Of course the Doctor isn’t going to leave Rose; he is a better person than that; he is not going to strand her out of place and time. Plus there is the whole “wound in time” business that needs sorting out. In the process, the two slowly rebuild their relationship on a more realistic basis.
“Now Rose, you’re not going to bring about the end of the world, are you? Are you?” The Doctor reestablishes a connection through baby Rose. Subsequently he is able to turn to adult Rose, and after a brief but stern dressing down he coaxes an apology out of her.
Doctor: “Just tell me you’re sorry.”
Rose: “I am. I’m sorry.”
Rose at long last has to admit that she is in the wrong. I love it. Not only does she tell the Doctor she is sorry, but she repeatedly takes the rightful blame, culminating in: “This is all my fault. Both of you. All of you. The whole world.” The Doctor is gone and the entire world is in danger of ‘sterilization’ because of her egotistical and selfish desires. And for once she reproaches herself. I love it.
And yet her desires are not totally selfish and egotistical. Yes, she wants to play hero and she wants to meet her idol; she wants, she wants, she wants. But at the heart of it is simply a little girl’s longing for her dead daddy.
The story of Rose and her father plays out in a similar fashion to the deconstruction and reconstruction of the Doctor’s and Rose’s relationship. As her idealized vision of Pete Tyler is brought down to earth, Rose comes to accept this man as the flesh and blood, flawed and imperfect person that he is. A man. An ordinary man. Only with that admission can love, a true love, grow; only with that admission can the father/daughter bond be formed; only with that admission can the final “Peter Alan Tyler, my dad; the most wonderful man in the world” have real meaning.
And it plays out in beautiful fashion. Simply because Pete Tyler is an ordinary man. And “that’s the most important thing in creation.”

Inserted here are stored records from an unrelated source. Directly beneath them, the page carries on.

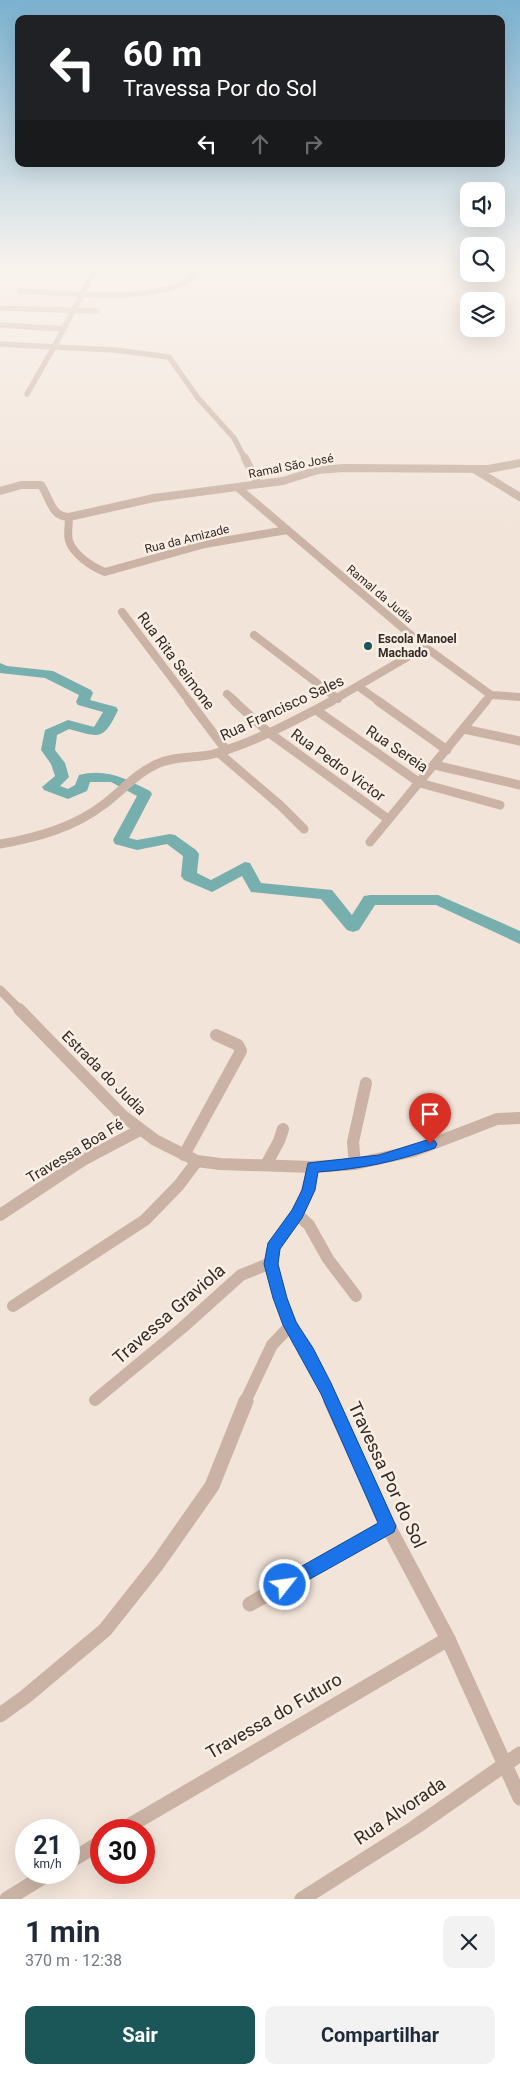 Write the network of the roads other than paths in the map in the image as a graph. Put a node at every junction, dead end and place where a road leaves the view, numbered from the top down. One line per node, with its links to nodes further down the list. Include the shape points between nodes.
1 (48, 357): 3 (street)
2 (166, 357): 6 (street, via 234,438)
3 (27, 394)
4 (520, 463): 5 (street, Ramal São José, via 498,468)
5 (474, 468): 6 (street, Ramal São José, via 344,468 318,470 283,481); 9 (street)
6 (258, 484): 7 (street, Ramal São José)
7 (237, 488): 10 (street, Ramal São José, via 154,498); 11 (street, Ramal da Judia)
8 (0, 491): 10 (street, via 21,485 41,485 54,512)
9 (520, 497)
10 (69, 517): 11 (street, Rua da Amizade, via 72,546 102,572 205,544)
11 (287, 530): 14 (street, Ramal da Judia)
12 (122, 612): 25 (street, Rua Rita Seimone)
13 (254, 635): 19 (street)
14 (425, 647): 15 (street, Rua Francisco Sales); 17 (street, Ramal da Judia)
15 (359, 687): 19 (street, Rua Francisco Sales); 24 (street)
16 (227, 694): 22 (street, Rua Pedro Victor)
17 (491, 695): 18 (street); 21 (street)
18 (520, 697)
19 (338, 699): 20 (street, Rua Francisco Sales)
20 (316, 710): 22 (street, Rua Francisco Sales); 27 (street, Rua Sereia)
21 (464, 729): 23 (street); 24 (street)
22 (268, 732): 25 (street, Rua Francisco Sales); 30 (street, Rua Pedro Victor)
23 (520, 741)
24 (447, 750): 26 (street)
25 (223, 752): 31 (street, Rua Rita Seimone); 33 (street, Rua Francisco Sales, via 164,761 142,772 80,820 40,836)
26 (435, 765): 27 (street); 28 (street)
27 (420, 783): 29 (street, Rua Sereia); 30 (street)
28 (520, 785)
29 (500, 805)
30 (388, 819): 32 (street)
31 (304, 829)
32 (370, 842)
33 (0, 844)
34 (0, 990): 35 (street, Estrada do Judia)
35 (4, 1001): 40 (street, Estrada do Judia)
36 (216, 1035): 41 (street, via 238,1046 241,1051)
37 (366, 1083): 43 (street, via 353,1142)
38 (520, 1118): 43 (street, Estrada do Judia, via 497,1119 414,1151)
39 (283, 1129): 44 (street)
40 (140, 1130): 41 (street, Estrada do Judia); 47 (street, Travessa Boa Fé, via 83,1160)
41 (184, 1155): 42 (street, Estrada do Judia)
42 (197, 1161): 44 (street, Estrada do Judia); 50 (street, via 179,1185 144,1220)
43 (355, 1164): 45 (street, Estrada do Judia)
44 (266, 1165): 45 (street, Estrada do Judia)
45 (312, 1167): 46 (street, via 309,1190)
46 (297, 1214): 48 (street, via 273,1248); 49 (street, via 309,1225 328,1259)
47 (0, 1215)
48 (271, 1264): 51 (street, Travessa Por do Sol); 52 (street, Travessa Graviola, via 241,1276)
49 (356, 1296)
50 (13, 1306)
51 (291, 1325): 53 (street, Travessa Por do Sol, via 326,1388); 56 (street, via 272,1346 246,1400 212,1486 153,1570 105,1630)
52 (95, 1400)
53 (388, 1526): 54 (street); 55 (street, Travessa Por do Sol)
54 (250, 1604)
55 (448, 1639): 58 (street, Travessa Por do Sol); 60 (street, Travessa do Futuro)
56 (0, 1715)
57 (520, 1754): 58 (street, Rua Alvorada)
58 (504, 1763): 59 (street, Travessa Por do Sol); 63 (street, Rua Alvorada, via 414,1828)
59 (520, 1798)
60 (141, 1819)
61 (31, 1884): 62 (street)
62 (7, 1899)
63 (302, 1899) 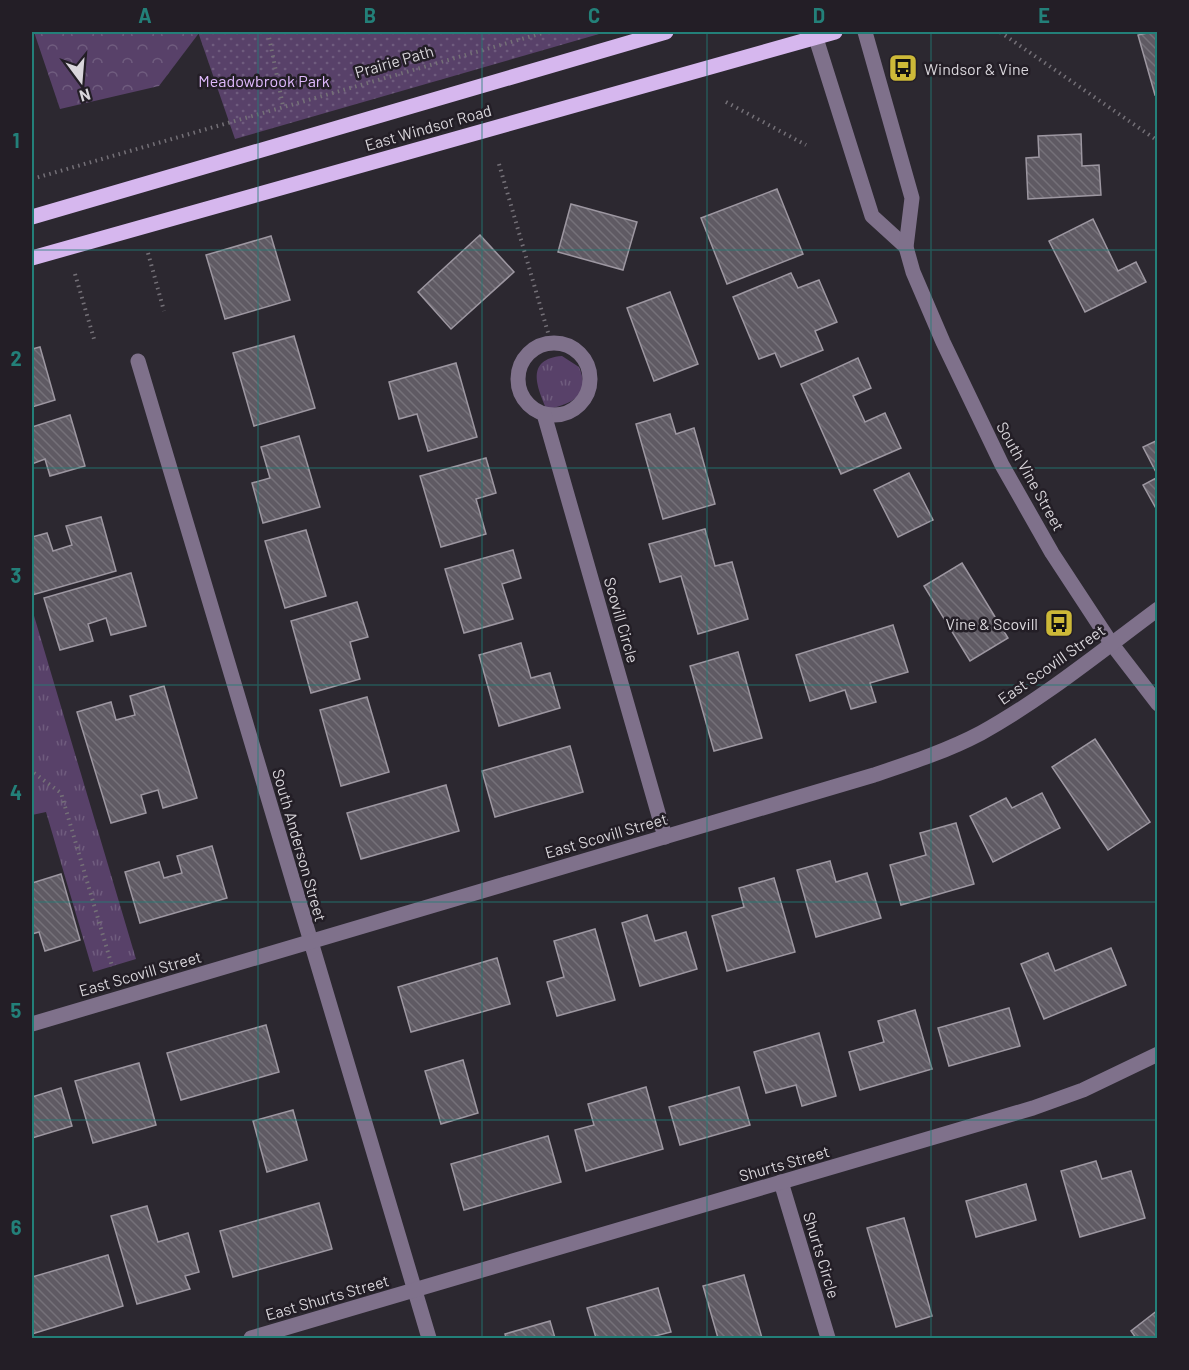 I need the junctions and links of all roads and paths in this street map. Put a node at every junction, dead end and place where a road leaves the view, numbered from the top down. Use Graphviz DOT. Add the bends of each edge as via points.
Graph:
graph roads {
  1 [pos="268,32"];
  2 [pos="546,32"];
  3 [pos="666,32"];
  4 [pos="835,32"];
  5 [pos="865,32"];
  6 [pos="1000,32"];
  7 [pos="814,34"];
  8 [pos="726,102"];
  9 [pos="283,105"];
  10 [pos="1158,141"];
  11 [pos="806,146"];
  12 [pos="499,164"];
  13 [pos="32,179"];
  14 [pos="32,217"];
  15 [pos="906,247"];
  16 [pos="148,253"];
  17 [pos="32,258"];
  18 [pos="75,274"];
  19 [pos="164,311"];
  20 [pos="94,339"];
  21 [pos="551,343"];
  22 [pos="138,361"];
  23 [pos="544,414"];
  24 [pos="1158,609"];
  25 [pos="1111,643"];
  26 [pos="1158,704"];
  27 [pos="34,773"];
  28 [pos="665,837"];
  29 [pos="309,942"];
  30 [pos="112,966"];
  31 [pos="32,1024"];
  32 [pos="1158,1054"];
  33 [pos="781,1182"];
  34 [pos="414,1290"];
  35 [pos="251,1338"];
  36 [pos="429,1338"];
  37 [pos="828,1338"];
  1 -- 9 [label="path"];
  2 -- 9 [label="path, Prairie Path"];
  3 -- 14 [label="main road, East Windsor Road"];
  4 -- 7 [label="main road, East Windsor Road"];
  5 -- 15 [label="street, South Vine Street" via="912,198"];
  6 -- 10 [label="path"];
  7 -- 15 [label="street" via="872,216"];
  7 -- 17 [label="main road, East Windsor Road"];
  8 -- 11 [label="path"];
  9 -- 13 [label="path, Prairie Path"];
  12 -- 21 [label="path"];
  15 -- 25 [label="street, South Vine Street" via="958,376 1002,465 1052,553"];
  16 -- 19 [label="path"];
  18 -- 20 [label="path"];
  21 -- 23 [label="street" via="529,353 518,376 524,399"];
  21 -- 23 [label="street" via="563,344 582,356 591,377 585,399 577,407 567,413"];
  22 -- 29 [label="street, South Anderson Street"];
  23 -- 28 [label="street, Scovill Circle"];
  24 -- 25 [label="street, East Scovill Street"];
  25 -- 26 [label="street, South Vine Street"];
  25 -- 28 [label="street, East Scovill Street" via="1030,703 979,734 874,775"];
  27 -- 30 [label="path" via="61,793"];
  28 -- 29 [label="street, East Scovill Street"];
  29 -- 31 [label="street, East Scovill Street"];
  29 -- 34 [label="street, South Anderson Street"];
  32 -- 33 [label="street, Shurts Street" via="1083,1090 1033,1108"];
  33 -- 34 [label="street, Shurts Street"];
  33 -- 37 [label="street, Shurts Circle"];
  34 -- 35 [label="street, East Shurts Street"];
  34 -- 36 [label="street, South Anderson Street"];
}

Rose triggers the Blinovitch Limitation Effect when she wheedles the Doctor into allowing her to cross her own time stream. The result is larger than life devastation as the Reapers descend to fix the damage that has been done. Amidst this universal carnage the intimate emotional tale unfolds. The elegant tale of an inelegant man.

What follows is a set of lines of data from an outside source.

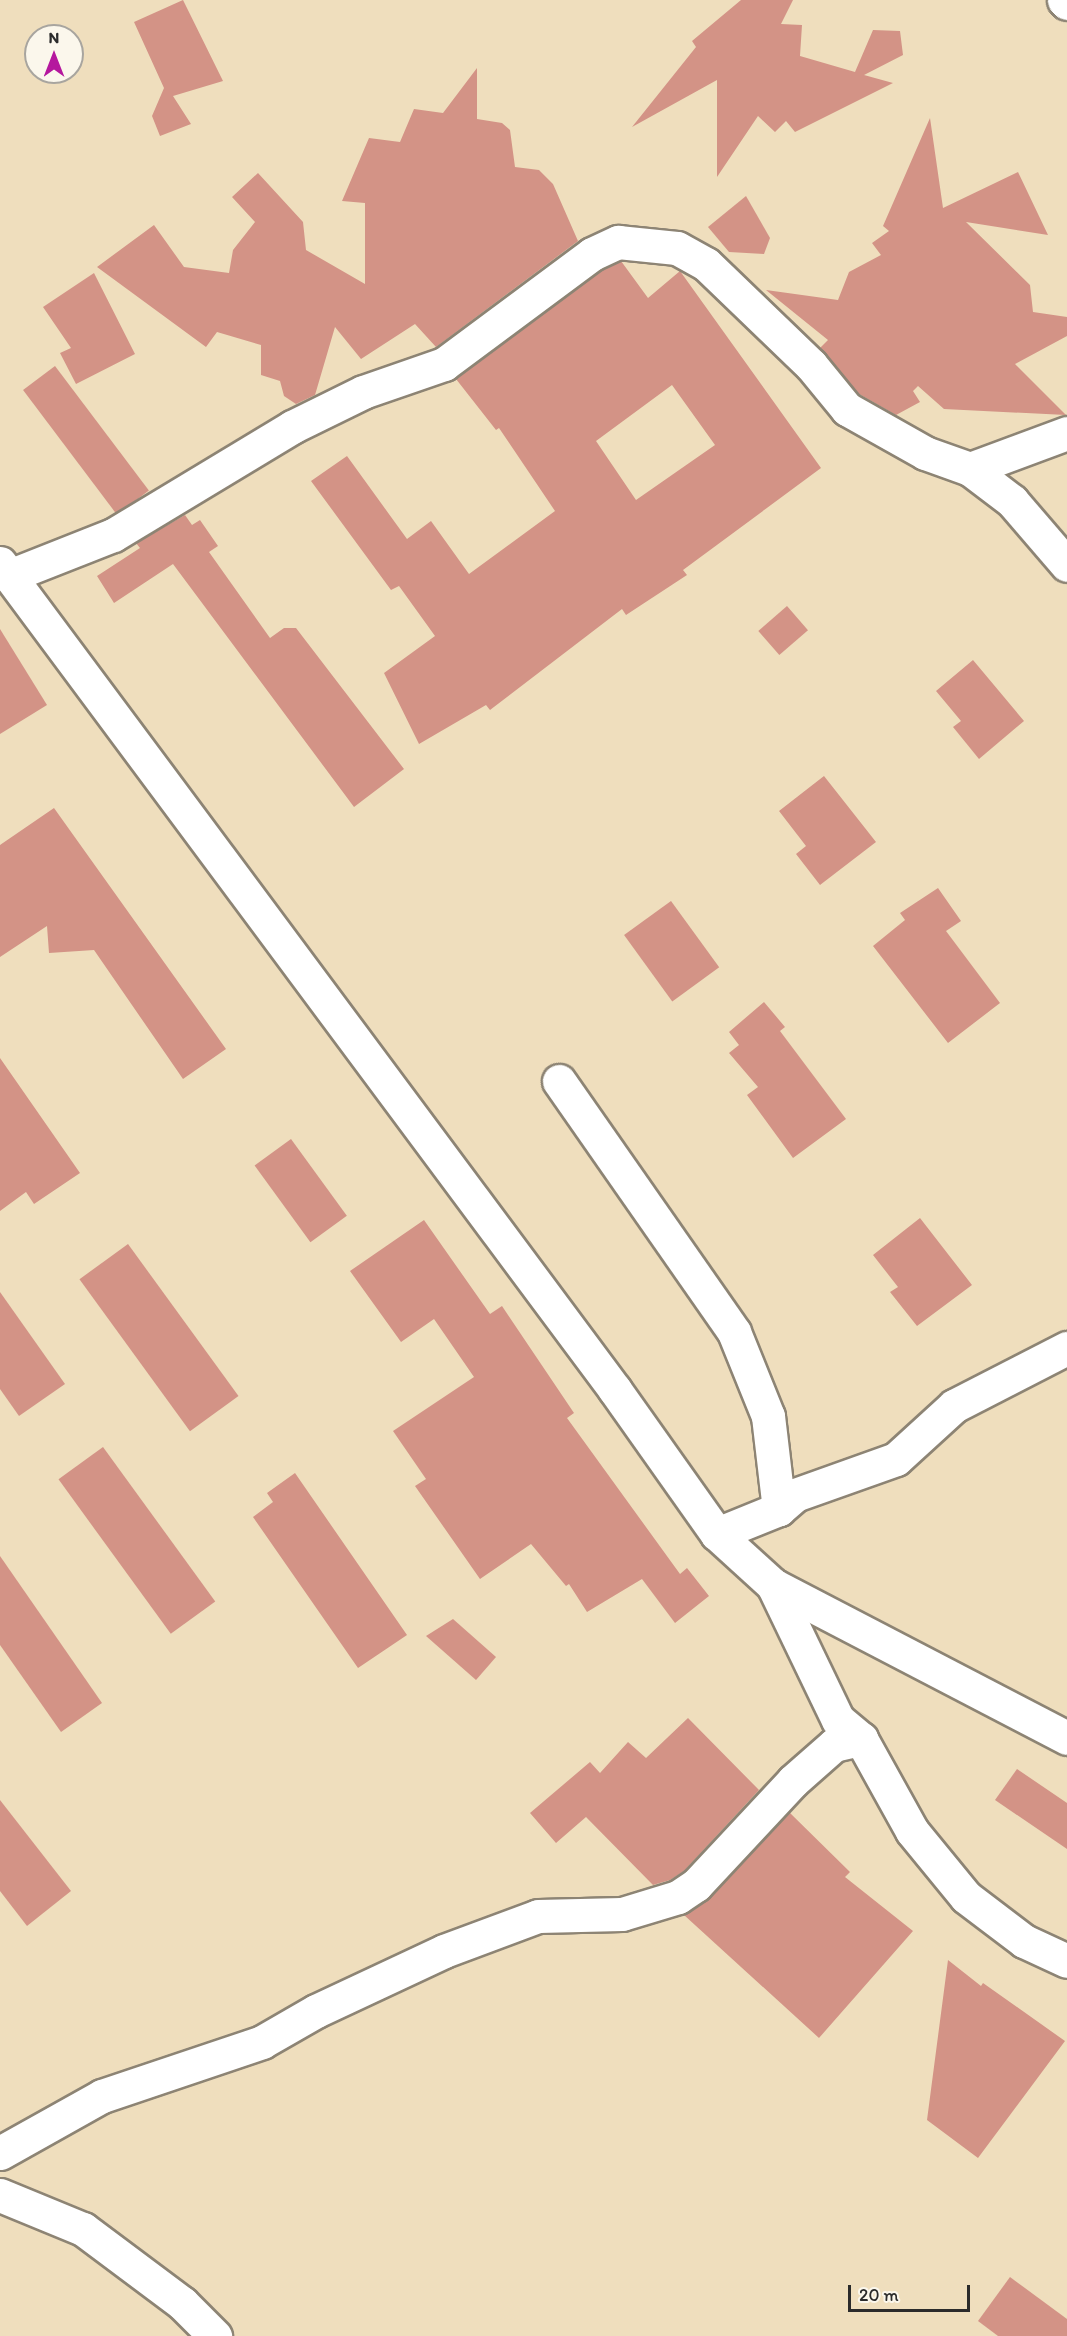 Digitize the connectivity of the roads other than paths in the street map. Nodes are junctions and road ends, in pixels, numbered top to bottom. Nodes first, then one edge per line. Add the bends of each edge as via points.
1 (1067, 433) edge
2 (970, 469) junction
3 (1067, 565) edge
4 (4, 570) edge
5 (559, 1081) dead end
6 (1067, 1348) edge
7 (779, 1509) junction
8 (717, 1534) junction
9 (773, 1585) junction
10 (1067, 1738) edge
11 (861, 1739) junction
12 (1067, 1961) edge
13 (0, 2153) edge
14 (0, 2195) edge
15 (215, 2336) edge

1 - 2 street
2 - 3 street via 1012,501
2 - 4 street via 925,453 847,409 811,365 690,253 618,242 592,254 444,364 363,392 292,427 113,535
4 - 8 street via 615,1390
5 - 7 street via 734,1332 768,1416
6 - 7 street via 954,1406 896,1459 795,1495
7 - 8 street
8 - 9 street
9 - 10 street
9 - 11 street via 838,1720
11 - 12 street via 912,1831 966,1898 1024,1941
11 - 13 street via 834,1745 793,1781 696,1886 678,1897 622,1914 538,1916 465,1943 316,2011 262,2042 102,2096
14 - 15 street via 83,2229 183,2303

A man who can’t even remember the full name of his intended. “It’s good enough for Lady Di,” Jackie says, but this man is not Prince Charming.  “He was so clever,” Rose says of her dad; and then her mother tells her, “He’s a failure. Born failure, that one.” The same mother who once upon a time spun castles in the air built around his memory.
“Be careful what you wish for,” the Doctor warned Rose. Her wishes have come true, but they are not what she had imagined. Instead she is confronted with the simple, plain, unvarnished truth that is Peter Alan Tyler. An ordinary man.
Rose weaves an idyllic picture for her father when he asks about the future; an ideal that any little girl would crave.
“That’s not me.” Pete knows better. He knows that he is not the fantasy Rose describes. He is a man. An ordinary man. A flawed and imperfect human being. A disappointment and a failure. “I couldn’t even die properly.”
But he is also a dad.
Pete: “Who am I, love?”
Rose: “My daddy.”
The most important thing in creation; the most wonderful man in the world. An ordinary man.
“I’ve never had a life like that.” The Doctor is extraordinary. An extraordinary show about an extraordinary man with an extraordinary machine; and isn’t it great that for a change the salvation of the world rests with an ordinary man whose heroism lies in his mundane life and death.
There is probably a lot more I could say about Father’s Day. There’s little Mickey, Jackie with big hair, 80’s cell phones, ominous monsters . . . .
But Gary, I’m leaving this one with the ordinary man, “the most important thing in creation.”